■ **What the task requires**
Set down each line of the data below exactly as it stands, dropping the pictures.

Information supplied below:

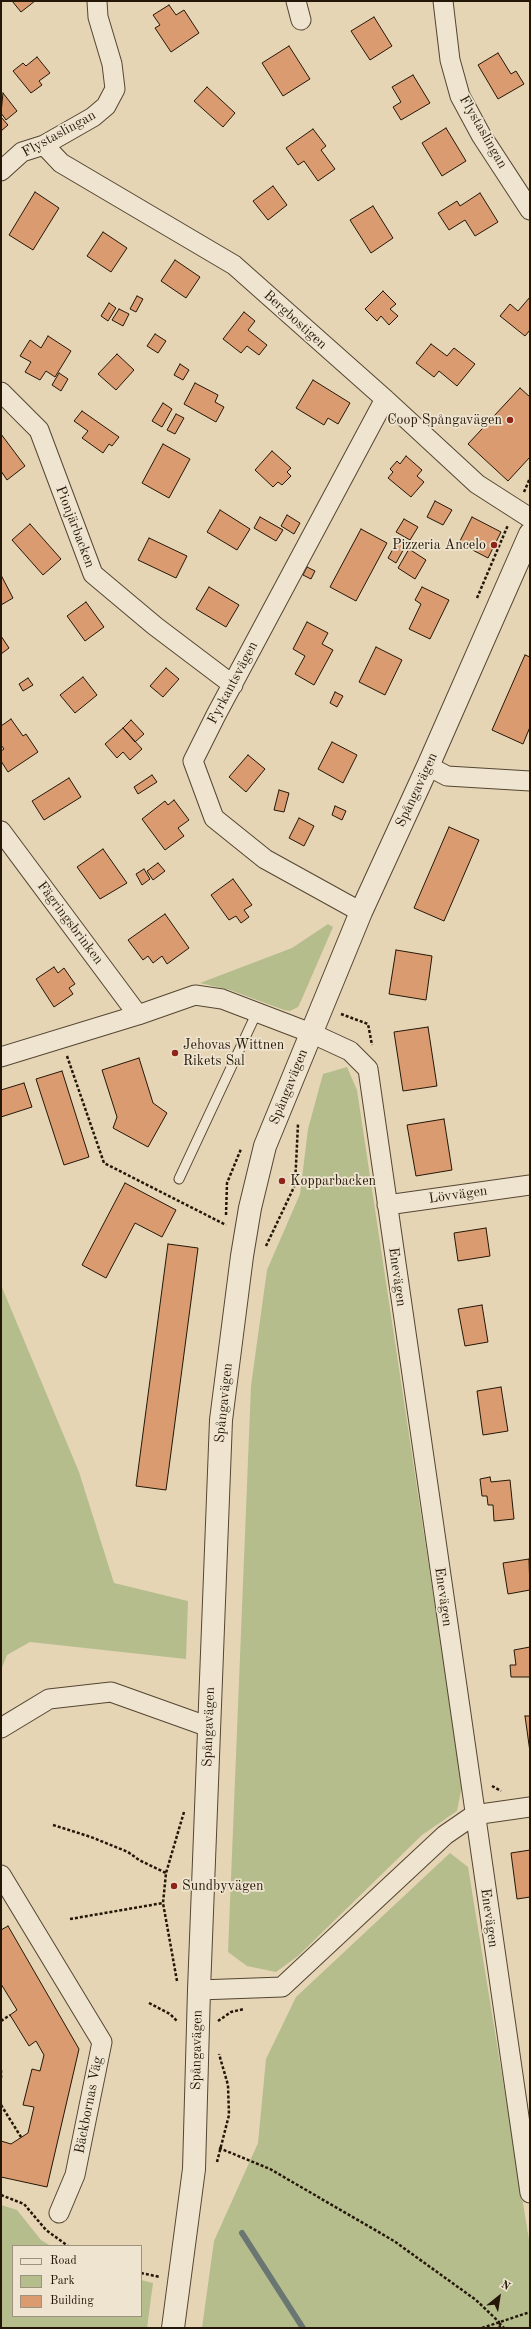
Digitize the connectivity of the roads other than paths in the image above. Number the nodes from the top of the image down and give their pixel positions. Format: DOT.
graph roads {
  1 [pos="97,1"];
  2 [pos="296,1"];
  3 [pos="443,1"];
  4 [pos="301,20"];
  5 [pos="44,145"];
  6 [pos="1,171"];
  7 [pos="530,210"];
  8 [pos="1,392"];
  9 [pos="385,399"];
  10 [pos="523,513"];
  11 [pos="530,534"];
  12 [pos="233,685"];
  13 [pos="428,766"];
  14 [pos="530,781"];
  15 [pos="1,831"];
  16 [pos="361,912"];
  17 [pos="257,1012"];
  18 [pos="138,1015"];
  19 [pos="311,1033"];
  20 [pos="1,1057"];
  21 [pos="179,1179"];
  22 [pos="530,1185"];
  23 [pos="387,1205"];
  24 [pos="209,1727"];
  25 [pos="1,1728"];
  26 [pos="530,1807"];
  27 [pos="474,1815"];
  28 [pos="1,1875"];
  29 [pos="7,1902"];
  30 [pos="197,1989"];
  31 [pos="530,2193"];
  32 [pos="59,2213"];
  33 [pos="173,2328"];
  1 -- 5 [label="street, Flystaslingan"];
  2 -- 4 [label="street"];
  3 -- 7 [label="street, Flystaslingan"];
  5 -- 6 [label="street, Flystaslingan"];
  5 -- 9 [label="street, Bergbostigen"];
  8 -- 12 [label="street, Pionjärbacken"];
  9 -- 10 [label="street, Bergbostigen"];
  9 -- 12 [label="street, Fyrkantsvägen"];
  11 -- 13 [label="street, Spångavägen"];
  12 -- 16 [label="street, Fyrkantsvägen"];
  13 -- 14 [label="street"];
  13 -- 16 [label="street, Spångavägen"];
  15 -- 18 [label="street, Fägringsbrinken"];
  16 -- 19 [label="street, Spångavägen"];
  17 -- 18 [label="street"];
  17 -- 19 [label="street"];
  17 -- 21 [label="lane"];
  18 -- 20 [label="street"];
  19 -- 23 [label="street, Enevägen"];
  19 -- 24 [label="street, Spångavägen"];
  22 -- 23 [label="street, Lövvägen"];
  23 -- 27 [label="street, Enevägen"];
  24 -- 25 [label="street"];
  24 -- 30 [label="street, Spångavägen"];
  26 -- 27 [label="street"];
  27 -- 30 [label="street"];
  27 -- 31 [label="street, Enevägen"];
  28 -- 29 [label="street, Bäckbornas Väg"];
  29 -- 32 [label="street, Bäckbornas Väg"];
  30 -- 33 [label="street, Spångavägen"];
}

End of Information supplied.

■ **The answer**
Digitize the connectivity of the roads other than paths in the image above. Number the nodes from the top of the image down and give their pixel positions. Format: DOT.
graph roads {
  1 [pos="97,1"];
  2 [pos="296,1"];
  3 [pos="443,1"];
  4 [pos="301,20"];
  5 [pos="44,145"];
  6 [pos="1,171"];
  7 [pos="530,210"];
  8 [pos="1,392"];
  9 [pos="385,399"];
  10 [pos="523,513"];
  11 [pos="530,534"];
  12 [pos="233,685"];
  13 [pos="428,766"];
  14 [pos="530,781"];
  15 [pos="1,831"];
  16 [pos="361,912"];
  17 [pos="257,1012"];
  18 [pos="138,1015"];
  19 [pos="311,1033"];
  20 [pos="1,1057"];
  21 [pos="179,1179"];
  22 [pos="530,1185"];
  23 [pos="387,1205"];
  24 [pos="209,1727"];
  25 [pos="1,1728"];
  26 [pos="530,1807"];
  27 [pos="474,1815"];
  28 [pos="1,1875"];
  29 [pos="7,1902"];
  30 [pos="197,1989"];
  31 [pos="530,2193"];
  32 [pos="59,2213"];
  33 [pos="173,2328"];
  1 -- 5 [label="street, Flystaslingan"];
  2 -- 4 [label="street"];
  3 -- 7 [label="street, Flystaslingan"];
  5 -- 6 [label="street, Flystaslingan"];
  5 -- 9 [label="street, Bergbostigen"];
  8 -- 12 [label="street, Pionjärbacken"];
  9 -- 10 [label="street, Bergbostigen"];
  9 -- 12 [label="street, Fyrkantsvägen"];
  11 -- 13 [label="street, Spångavägen"];
  12 -- 16 [label="street, Fyrkantsvägen"];
  13 -- 14 [label="street"];
  13 -- 16 [label="street, Spångavägen"];
  15 -- 18 [label="street, Fägringsbrinken"];
  16 -- 19 [label="street, Spångavägen"];
  17 -- 18 [label="street"];
  17 -- 19 [label="street"];
  17 -- 21 [label="lane"];
  18 -- 20 [label="street"];
  19 -- 23 [label="street, Enevägen"];
  19 -- 24 [label="street, Spångavägen"];
  22 -- 23 [label="street, Lövvägen"];
  23 -- 27 [label="street, Enevägen"];
  24 -- 25 [label="street"];
  24 -- 30 [label="street, Spångavägen"];
  26 -- 27 [label="street"];
  27 -- 30 [label="street"];
  27 -- 31 [label="street, Enevägen"];
  28 -- 29 [label="street, Bäckbornas Väg"];
  29 -- 32 [label="street, Bäckbornas Väg"];
  30 -- 33 [label="street, Spångavägen"];
}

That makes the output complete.